Anders als mancherorts in Kärnten wird im Burgenland nicht tage- oder wochenweise zwischen den Sprachen gewechselt. In der 4u wird permanent zwischen Ungarisch und Deutsch gesprungen. "Frau Lehrerin, hast du no an Pappteller?" ruft ein Schüler. Heute wird gebastelt, immer wieder zeigen die Kinder der Klassenlehrerin Beatrix Hechenblaickner stolz ihre Masken, und diese antwortet auf Ungarisch - denn Lob gibt es immer auf Ungarisch. Sie ist gebürtige Ungarin.
Österreichische Ungarischlehrer gibt es kaum, deshalb wird auf Native Speaker zurück gegriffen berichtet Erwin Deutsch, Inspektor am Landesschulrat Burgenland. Etwa die Hälfte der Schüler besuchen nach der Volksschule Oberwart das nebenan gelegene zweisprachige Gymnasium - hier gibt es exakt acht deutsch-ungarische und acht deutsch-kroatische Klassen.
Anders als in Kärnten muss man sich im Burgenland in den autochthonen Gebieten vom zweisprachigen Unterricht abmelden, anstatt sich anzumelden. Und das Burgenland ist in Bezug auf seine Minderheiten nicht vorbelastet; zweisprachige Ortstafeln haben hier keinen Sturm ausgelöst. Wiewohl auch hier Kroatisch und Ungarisch nicht immer dasselbe Ansehen genossen wie heute, erklärt Martin Zsivkovits. Die forsche Anweisung "Red’ deutsch!" aus seiner Kindheit ist dem Direktor des Gymnasiums Oberwart bis heute präsent, doch die Zeiten, in denen sich Burgenlandkroaten für ihre Sprache geschämt haben, sind vorbei. Er sagt, die Volksvertreter hätten im Burgenland immer an einem Strang gezogen. "In Europa kann man der Bildungselite nur angehören, wenn man zumindest zwei Sprachen spricht, üblicherweise drei", sagt Sprachwissenschafterin Gal von der Universität Chicago. Am interessantesten sei, dass eine breitere Öffentlichkeit Mehrsprachigkeit zu schätzen gelernt habe. Ihre Forschungen ergaben, dass autochthone Minderheiten den Wert ihrer Sprache oft erst erkennen, wenn sie in große Städte wie Wien ziehen. "Die Sprachkompetenz geht zurück, aber jene, die sie sprechen, tun das bewusst", sagt Zsivkovits.
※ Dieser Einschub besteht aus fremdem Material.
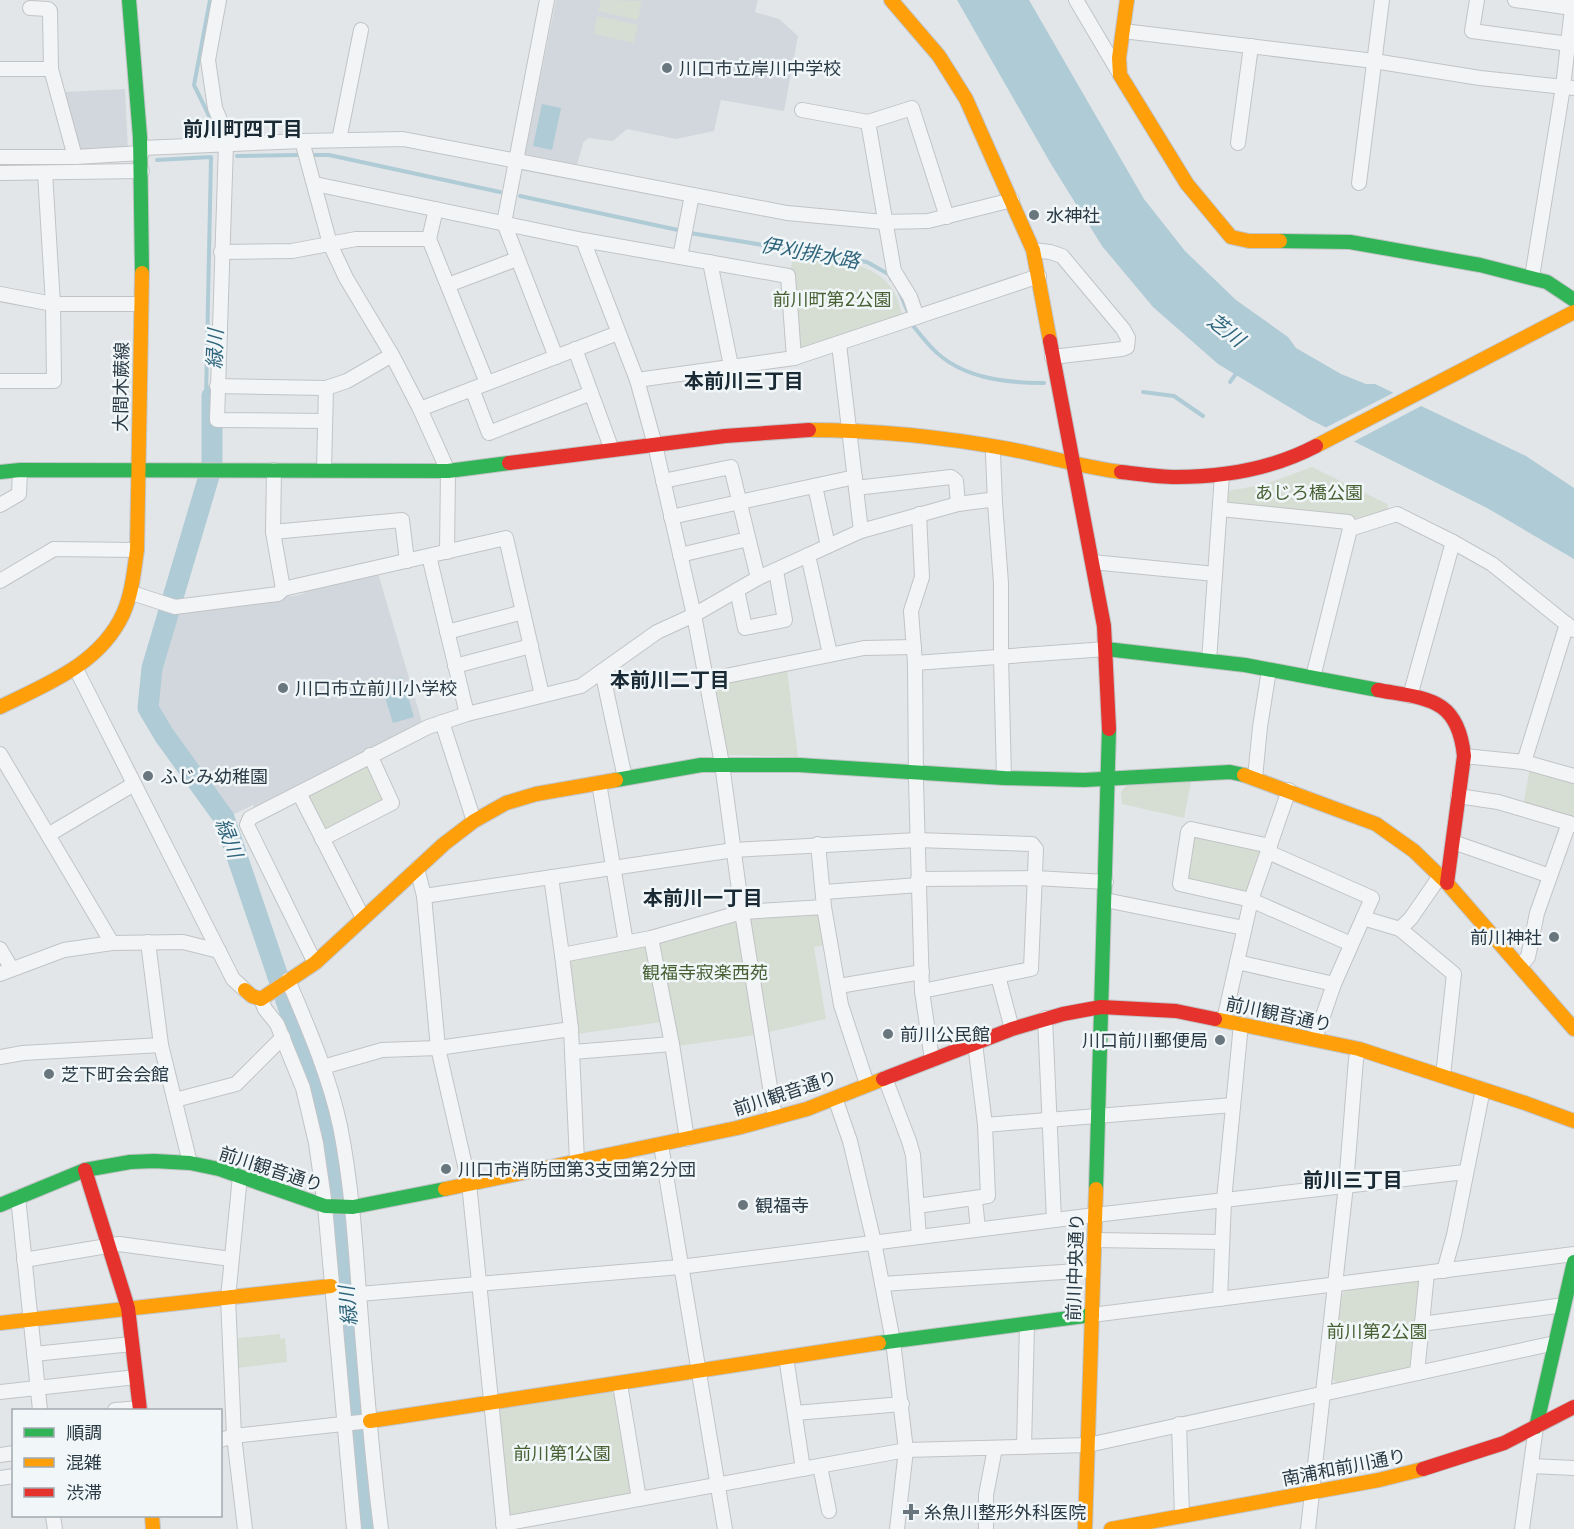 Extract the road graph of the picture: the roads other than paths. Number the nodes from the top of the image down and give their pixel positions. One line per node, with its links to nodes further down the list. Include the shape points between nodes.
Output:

Steirische Slowenen wollen Minderheiten-Schulgesetz
Aufholbedarf besteht bei den zweisprachigen Schulen in der Steiermark, wo das Minderheiten-Schulgesetz nicht zum Tragen kommt. Das Unterrichtsministerium verweist darauf, die Steiermark habe immer erklärt, dass es keinen Bedarf für ein eigenes Minderheitenschulgesetz gebe. Dem stimmt Susanne Weitlaner, Vorsitzende des Kulturvereins Artikel-VII, so nicht zu: In der Steiermark habe sich vieles erst entwickeln müssen, doch inzwischen wäre es ein Vorteil, würde das Minderheiten-Schulgesetz auch hier Anwendung finden. Denn Slowenisch ist im Regelunterricht derzeit nicht vorgesehen, sondern wird lediglich als Freigegenstand und an drei Schulen als Wahlpflichtgegenstand angeboten. Zudem wäre es wichtig, die Öffnungszahlen für Klassen zu senken und die Geschichte aufzuarbeiten - denn auch da hinke man Kärnten noch nach.